With regards to the autonomous cars, companies like Ford are expecting to deliver fully autonomous vehicles by 2021 and their experts forecast that petrol and diesel engines will likely disappear in the next 15 years. For some this could be a discomforting premonition, but so too was the steam train along with the first vehicles powered by internal combustion engines -not to mention that countries like France are already planning to ban sales of petrol and diesel cars by 2040.
For those refusing to embrace this possible change, there are other benefits Ford experts highlight when making their predictions, such as the regular use of autonomous vehicles increasing car-sharing services. This is expected to help decrease the number of vehicles and the need of parking areas, which will lead to a refurbishment of the public space: wider sidewalks, more green zones and, ultimately, more room for pedestrians to walk freely across the city.
Parking adapted for the autonomous vehicles
According to Xerox’s study Keeping our Cities Moving, 20% of drivers in cities like London spend more than 15 minutes trying to find a parking space. In the city of the future this won't be a problem anymore. Volskwagen, Bosch, the Polytechnic Federal School of Zurich (ETH) and Oxford, Braunschweig and Parma Universities are collaborating to develop ‘V-Charge’, a system that allows autonomous cars to find a parking space and a charging point with no need of a driver.
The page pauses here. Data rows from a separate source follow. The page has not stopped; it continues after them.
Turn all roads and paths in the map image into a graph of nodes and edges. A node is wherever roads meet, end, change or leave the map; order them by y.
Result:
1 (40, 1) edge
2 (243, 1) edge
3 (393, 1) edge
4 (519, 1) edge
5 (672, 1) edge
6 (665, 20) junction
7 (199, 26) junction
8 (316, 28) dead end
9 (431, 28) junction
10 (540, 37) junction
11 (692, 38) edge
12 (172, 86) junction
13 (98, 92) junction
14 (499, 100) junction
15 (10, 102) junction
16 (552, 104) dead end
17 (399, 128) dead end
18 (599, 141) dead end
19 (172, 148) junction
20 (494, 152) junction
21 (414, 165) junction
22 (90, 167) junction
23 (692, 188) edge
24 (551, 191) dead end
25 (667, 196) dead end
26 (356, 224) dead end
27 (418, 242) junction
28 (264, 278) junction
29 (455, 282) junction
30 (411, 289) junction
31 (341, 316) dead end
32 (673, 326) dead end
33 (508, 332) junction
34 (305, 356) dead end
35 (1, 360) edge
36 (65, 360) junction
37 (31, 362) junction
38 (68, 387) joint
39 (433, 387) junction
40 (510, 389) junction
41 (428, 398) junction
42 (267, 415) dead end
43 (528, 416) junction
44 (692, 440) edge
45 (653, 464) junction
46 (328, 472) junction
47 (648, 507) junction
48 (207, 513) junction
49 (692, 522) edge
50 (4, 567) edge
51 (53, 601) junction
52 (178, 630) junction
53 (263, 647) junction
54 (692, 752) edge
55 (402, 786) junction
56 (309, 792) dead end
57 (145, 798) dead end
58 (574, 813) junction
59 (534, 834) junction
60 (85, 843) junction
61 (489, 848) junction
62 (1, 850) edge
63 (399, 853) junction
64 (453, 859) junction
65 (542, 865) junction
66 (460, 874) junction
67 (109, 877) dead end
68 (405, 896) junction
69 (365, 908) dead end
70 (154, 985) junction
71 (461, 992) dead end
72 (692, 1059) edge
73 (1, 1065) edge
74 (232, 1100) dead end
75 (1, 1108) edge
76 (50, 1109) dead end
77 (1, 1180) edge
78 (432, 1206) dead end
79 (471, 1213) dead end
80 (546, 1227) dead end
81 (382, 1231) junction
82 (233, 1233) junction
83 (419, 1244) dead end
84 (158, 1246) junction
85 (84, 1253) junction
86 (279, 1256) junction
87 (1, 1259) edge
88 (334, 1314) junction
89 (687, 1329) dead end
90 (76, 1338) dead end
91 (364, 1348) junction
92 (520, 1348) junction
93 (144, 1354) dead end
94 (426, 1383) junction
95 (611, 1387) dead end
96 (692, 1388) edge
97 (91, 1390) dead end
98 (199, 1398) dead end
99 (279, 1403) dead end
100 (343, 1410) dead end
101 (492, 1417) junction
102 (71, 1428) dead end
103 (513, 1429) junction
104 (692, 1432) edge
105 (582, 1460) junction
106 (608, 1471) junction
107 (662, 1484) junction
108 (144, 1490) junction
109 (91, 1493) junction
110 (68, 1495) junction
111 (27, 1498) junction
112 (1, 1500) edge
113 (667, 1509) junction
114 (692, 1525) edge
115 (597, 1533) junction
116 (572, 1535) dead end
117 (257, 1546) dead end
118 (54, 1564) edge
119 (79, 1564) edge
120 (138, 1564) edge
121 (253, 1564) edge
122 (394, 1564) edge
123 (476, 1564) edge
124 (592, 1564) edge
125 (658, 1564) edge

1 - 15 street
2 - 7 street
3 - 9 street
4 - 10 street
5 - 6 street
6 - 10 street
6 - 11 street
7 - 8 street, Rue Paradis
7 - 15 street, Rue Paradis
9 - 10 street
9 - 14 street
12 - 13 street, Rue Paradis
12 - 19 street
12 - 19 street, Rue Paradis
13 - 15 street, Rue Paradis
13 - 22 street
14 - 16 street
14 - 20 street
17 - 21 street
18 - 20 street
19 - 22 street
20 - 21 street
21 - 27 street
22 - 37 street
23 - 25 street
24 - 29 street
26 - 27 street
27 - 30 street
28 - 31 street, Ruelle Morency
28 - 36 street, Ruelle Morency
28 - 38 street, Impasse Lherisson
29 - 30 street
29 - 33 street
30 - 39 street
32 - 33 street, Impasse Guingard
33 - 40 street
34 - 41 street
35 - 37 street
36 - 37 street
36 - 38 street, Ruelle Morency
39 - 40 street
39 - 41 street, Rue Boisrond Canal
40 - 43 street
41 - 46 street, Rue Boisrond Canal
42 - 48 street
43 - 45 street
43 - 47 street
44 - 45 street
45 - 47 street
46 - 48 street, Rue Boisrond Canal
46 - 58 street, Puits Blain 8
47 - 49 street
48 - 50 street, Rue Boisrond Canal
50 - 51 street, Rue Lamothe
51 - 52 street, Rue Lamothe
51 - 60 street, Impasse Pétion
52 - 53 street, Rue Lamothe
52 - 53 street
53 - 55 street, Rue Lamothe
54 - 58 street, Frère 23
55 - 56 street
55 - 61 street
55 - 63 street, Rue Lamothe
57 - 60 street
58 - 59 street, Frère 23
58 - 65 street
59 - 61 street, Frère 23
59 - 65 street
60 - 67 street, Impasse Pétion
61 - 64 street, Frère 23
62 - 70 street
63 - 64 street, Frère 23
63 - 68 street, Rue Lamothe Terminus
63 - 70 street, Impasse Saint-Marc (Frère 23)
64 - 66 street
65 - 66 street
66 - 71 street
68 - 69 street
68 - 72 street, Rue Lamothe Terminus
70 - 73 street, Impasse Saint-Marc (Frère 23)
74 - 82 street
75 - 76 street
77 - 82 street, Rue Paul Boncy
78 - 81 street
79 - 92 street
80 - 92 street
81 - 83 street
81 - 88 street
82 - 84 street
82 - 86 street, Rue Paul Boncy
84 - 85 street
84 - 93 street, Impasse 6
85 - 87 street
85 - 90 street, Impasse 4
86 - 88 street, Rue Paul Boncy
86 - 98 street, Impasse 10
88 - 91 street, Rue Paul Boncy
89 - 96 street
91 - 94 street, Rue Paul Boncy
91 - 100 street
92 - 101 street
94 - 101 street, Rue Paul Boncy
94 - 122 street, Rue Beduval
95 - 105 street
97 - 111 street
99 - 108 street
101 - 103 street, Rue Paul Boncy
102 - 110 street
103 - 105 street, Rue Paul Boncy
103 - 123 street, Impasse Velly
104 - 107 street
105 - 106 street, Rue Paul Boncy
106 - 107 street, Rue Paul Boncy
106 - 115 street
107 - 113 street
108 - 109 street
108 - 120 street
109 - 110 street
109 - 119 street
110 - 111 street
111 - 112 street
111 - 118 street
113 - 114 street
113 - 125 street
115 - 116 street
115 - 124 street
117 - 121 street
As soon as the passenger leaves the car, the app is activated and the passenger can choose a place and time to collect the vehicle. When the passenger returns, the car will be waiting.
AGT is currently working with different governments to map out how safe is a city at any given time of the day. The company uses predictive algorithms and collects data from constant stream of sources including video sensors, face recognition cameras, databases and social media inputs. This data is then processed and converted into a comprehensive picture of the urban landscape that can be used to identify and alert on behaviours, events and patterns, or notify when an incident occurs.